Requirement: Where a line of the records holds the string "Alves", copy that line.

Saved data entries
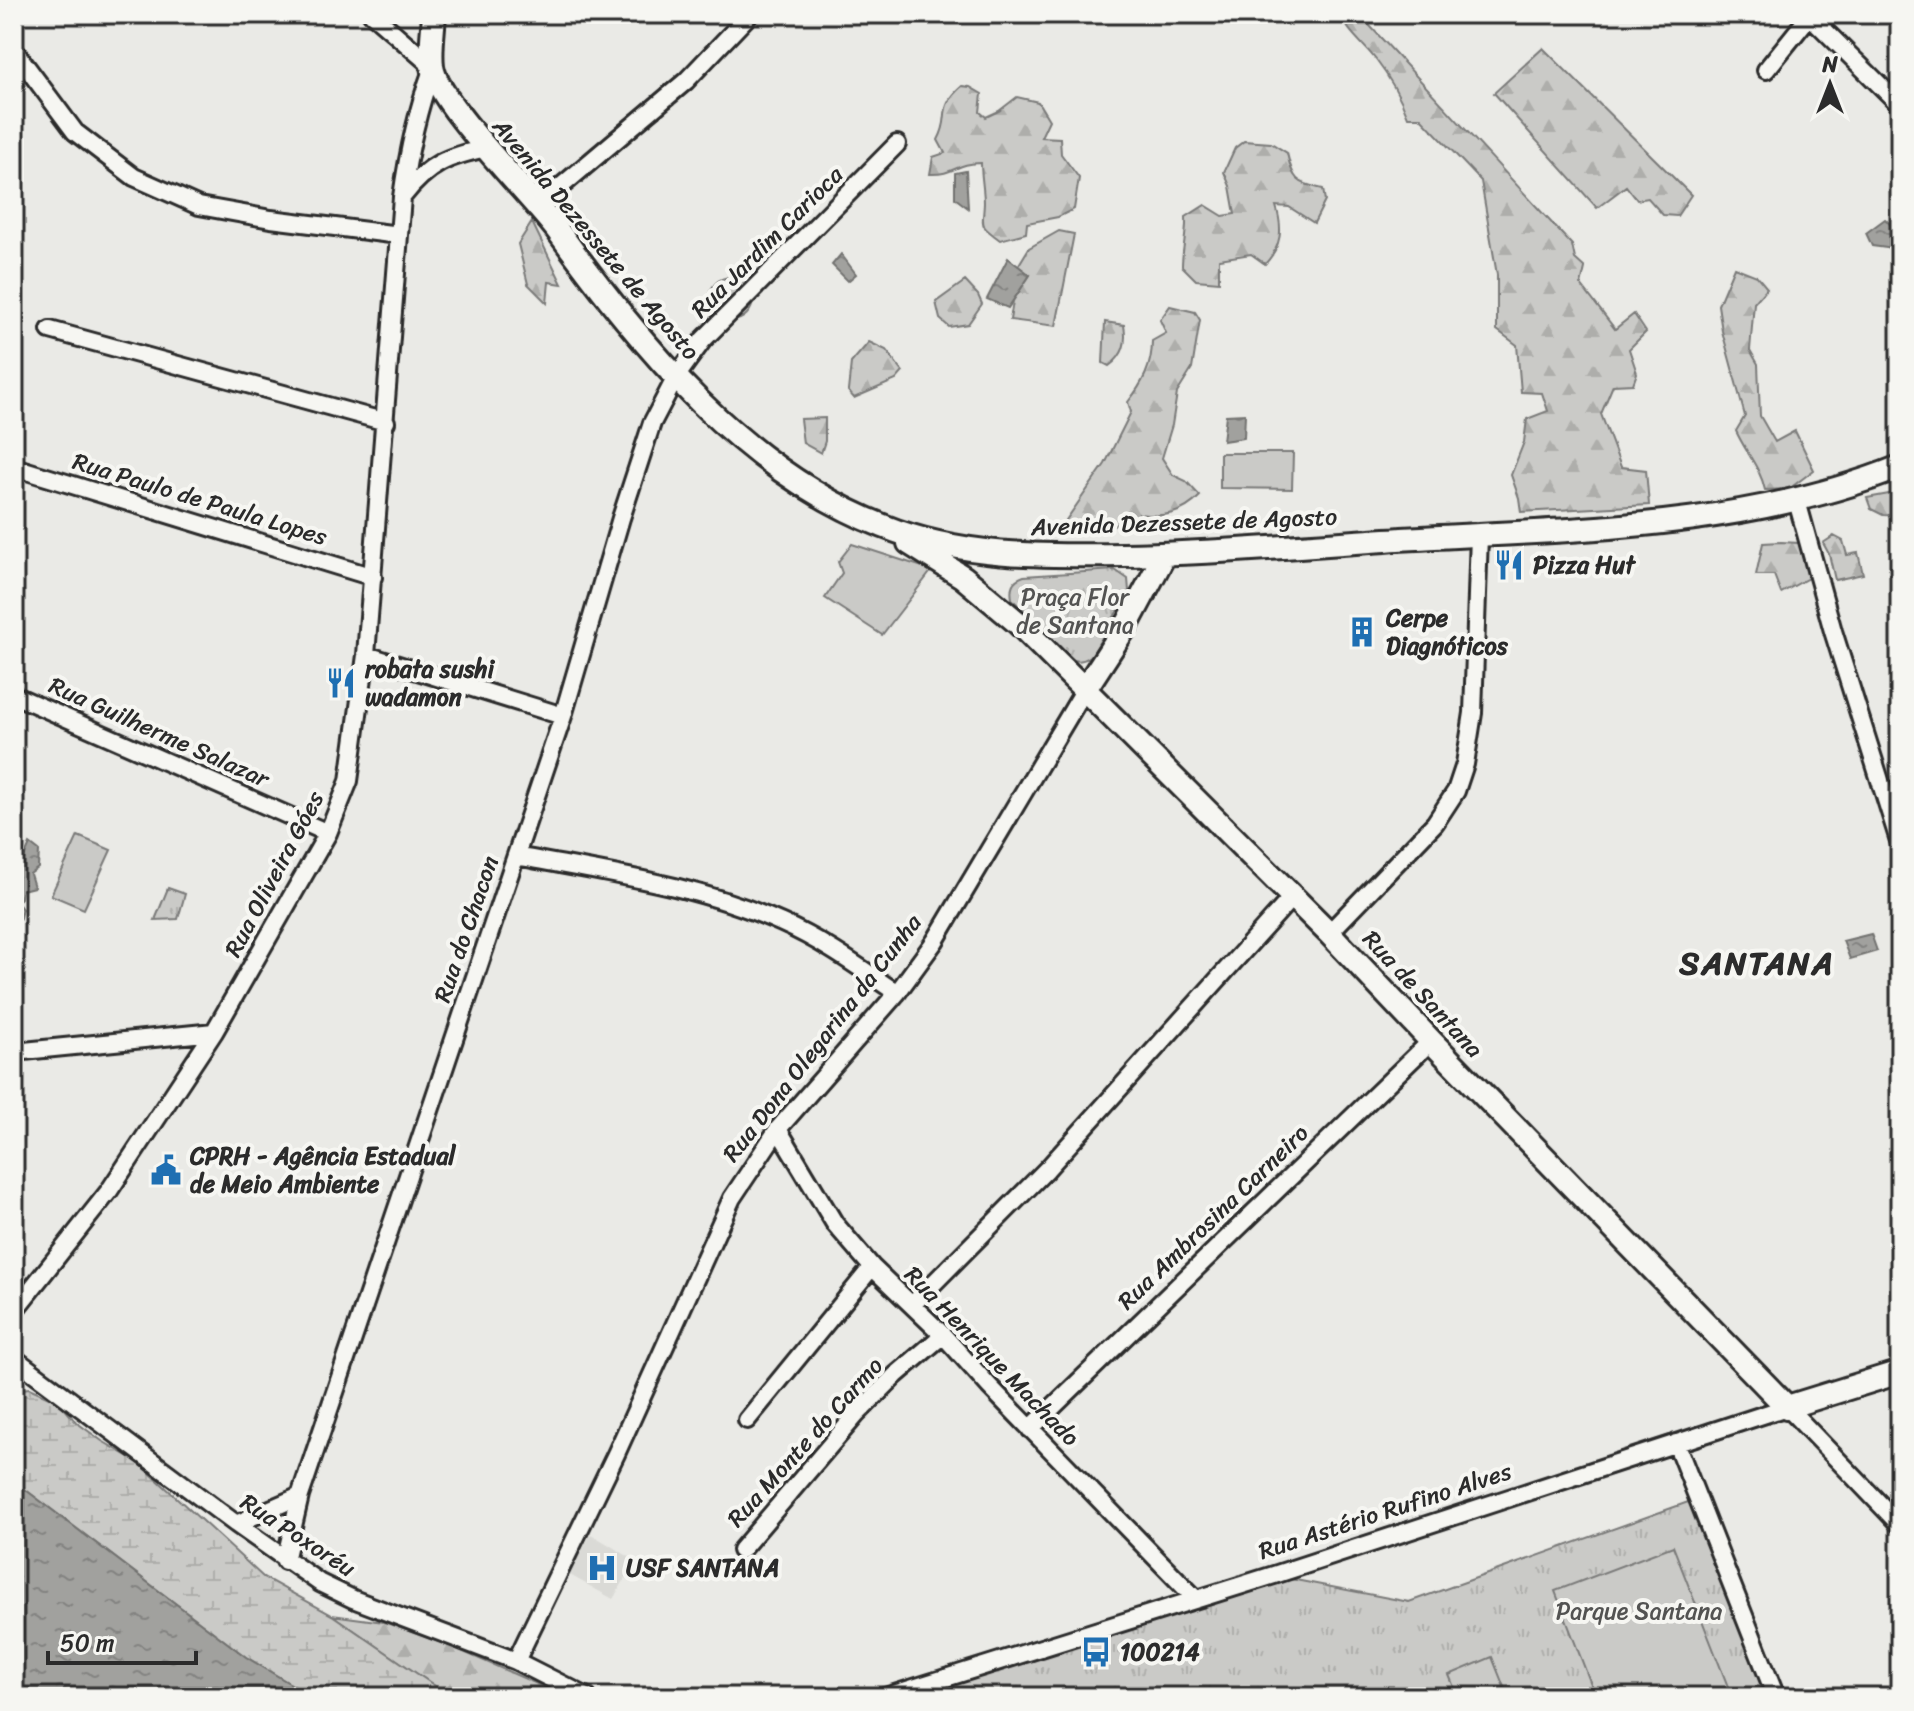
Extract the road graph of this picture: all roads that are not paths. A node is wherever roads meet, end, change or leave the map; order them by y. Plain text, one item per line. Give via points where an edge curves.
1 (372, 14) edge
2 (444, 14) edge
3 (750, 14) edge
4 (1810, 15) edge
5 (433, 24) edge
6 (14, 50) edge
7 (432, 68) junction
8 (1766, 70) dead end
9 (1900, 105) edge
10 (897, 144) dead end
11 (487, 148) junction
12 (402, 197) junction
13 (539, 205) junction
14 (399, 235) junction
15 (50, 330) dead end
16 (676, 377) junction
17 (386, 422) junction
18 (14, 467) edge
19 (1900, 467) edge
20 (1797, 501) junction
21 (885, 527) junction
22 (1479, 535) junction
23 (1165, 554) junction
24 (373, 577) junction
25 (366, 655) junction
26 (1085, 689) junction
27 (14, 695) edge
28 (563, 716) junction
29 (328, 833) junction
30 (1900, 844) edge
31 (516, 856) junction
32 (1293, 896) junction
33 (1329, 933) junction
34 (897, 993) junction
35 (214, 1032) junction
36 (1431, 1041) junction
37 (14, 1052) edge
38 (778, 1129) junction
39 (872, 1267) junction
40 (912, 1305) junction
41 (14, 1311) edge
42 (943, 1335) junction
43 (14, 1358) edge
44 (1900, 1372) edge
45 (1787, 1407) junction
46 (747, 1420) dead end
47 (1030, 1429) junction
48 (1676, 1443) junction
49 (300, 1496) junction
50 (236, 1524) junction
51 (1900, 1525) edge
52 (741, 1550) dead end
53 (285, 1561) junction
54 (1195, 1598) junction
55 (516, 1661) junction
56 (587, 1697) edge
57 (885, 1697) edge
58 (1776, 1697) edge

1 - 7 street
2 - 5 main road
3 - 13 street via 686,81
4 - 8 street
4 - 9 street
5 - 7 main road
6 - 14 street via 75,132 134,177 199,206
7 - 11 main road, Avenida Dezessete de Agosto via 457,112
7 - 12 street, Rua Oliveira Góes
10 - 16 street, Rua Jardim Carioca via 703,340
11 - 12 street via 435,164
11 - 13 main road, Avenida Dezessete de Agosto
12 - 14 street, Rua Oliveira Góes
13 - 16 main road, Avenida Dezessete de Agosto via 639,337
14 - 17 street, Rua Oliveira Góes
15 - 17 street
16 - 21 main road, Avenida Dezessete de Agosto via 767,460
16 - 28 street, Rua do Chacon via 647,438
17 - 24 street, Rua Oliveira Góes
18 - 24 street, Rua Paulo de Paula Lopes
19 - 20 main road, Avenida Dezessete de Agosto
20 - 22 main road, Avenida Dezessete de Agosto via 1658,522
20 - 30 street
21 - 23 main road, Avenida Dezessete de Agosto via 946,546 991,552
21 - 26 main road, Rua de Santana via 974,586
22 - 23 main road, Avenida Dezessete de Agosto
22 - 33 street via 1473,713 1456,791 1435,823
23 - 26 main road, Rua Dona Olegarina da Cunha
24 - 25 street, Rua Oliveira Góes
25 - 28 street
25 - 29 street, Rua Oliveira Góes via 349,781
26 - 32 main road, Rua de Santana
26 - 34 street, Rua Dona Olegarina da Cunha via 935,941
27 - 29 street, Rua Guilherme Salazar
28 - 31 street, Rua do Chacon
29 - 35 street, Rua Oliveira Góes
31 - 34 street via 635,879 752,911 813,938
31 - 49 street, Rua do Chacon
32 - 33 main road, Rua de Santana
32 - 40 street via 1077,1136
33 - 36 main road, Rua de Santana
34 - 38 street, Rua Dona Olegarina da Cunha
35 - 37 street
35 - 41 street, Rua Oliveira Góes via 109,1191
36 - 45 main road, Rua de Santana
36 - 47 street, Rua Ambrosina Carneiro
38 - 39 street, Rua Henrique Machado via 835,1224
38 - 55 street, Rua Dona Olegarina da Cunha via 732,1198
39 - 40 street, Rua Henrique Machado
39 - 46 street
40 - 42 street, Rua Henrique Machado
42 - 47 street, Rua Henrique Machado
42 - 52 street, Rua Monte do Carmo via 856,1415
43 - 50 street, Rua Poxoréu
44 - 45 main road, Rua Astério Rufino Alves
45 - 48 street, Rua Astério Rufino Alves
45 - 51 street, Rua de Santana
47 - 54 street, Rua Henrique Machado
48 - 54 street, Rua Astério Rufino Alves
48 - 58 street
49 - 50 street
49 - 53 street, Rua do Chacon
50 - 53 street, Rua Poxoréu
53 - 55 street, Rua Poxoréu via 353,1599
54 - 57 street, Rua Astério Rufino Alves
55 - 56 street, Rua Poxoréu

Completed task:
44 - 45 main road, Rua Astério Rufino Alves
45 - 48 street, Rua Astério Rufino Alves
48 - 54 street, Rua Astério Rufino Alves
54 - 57 street, Rua Astério Rufino Alves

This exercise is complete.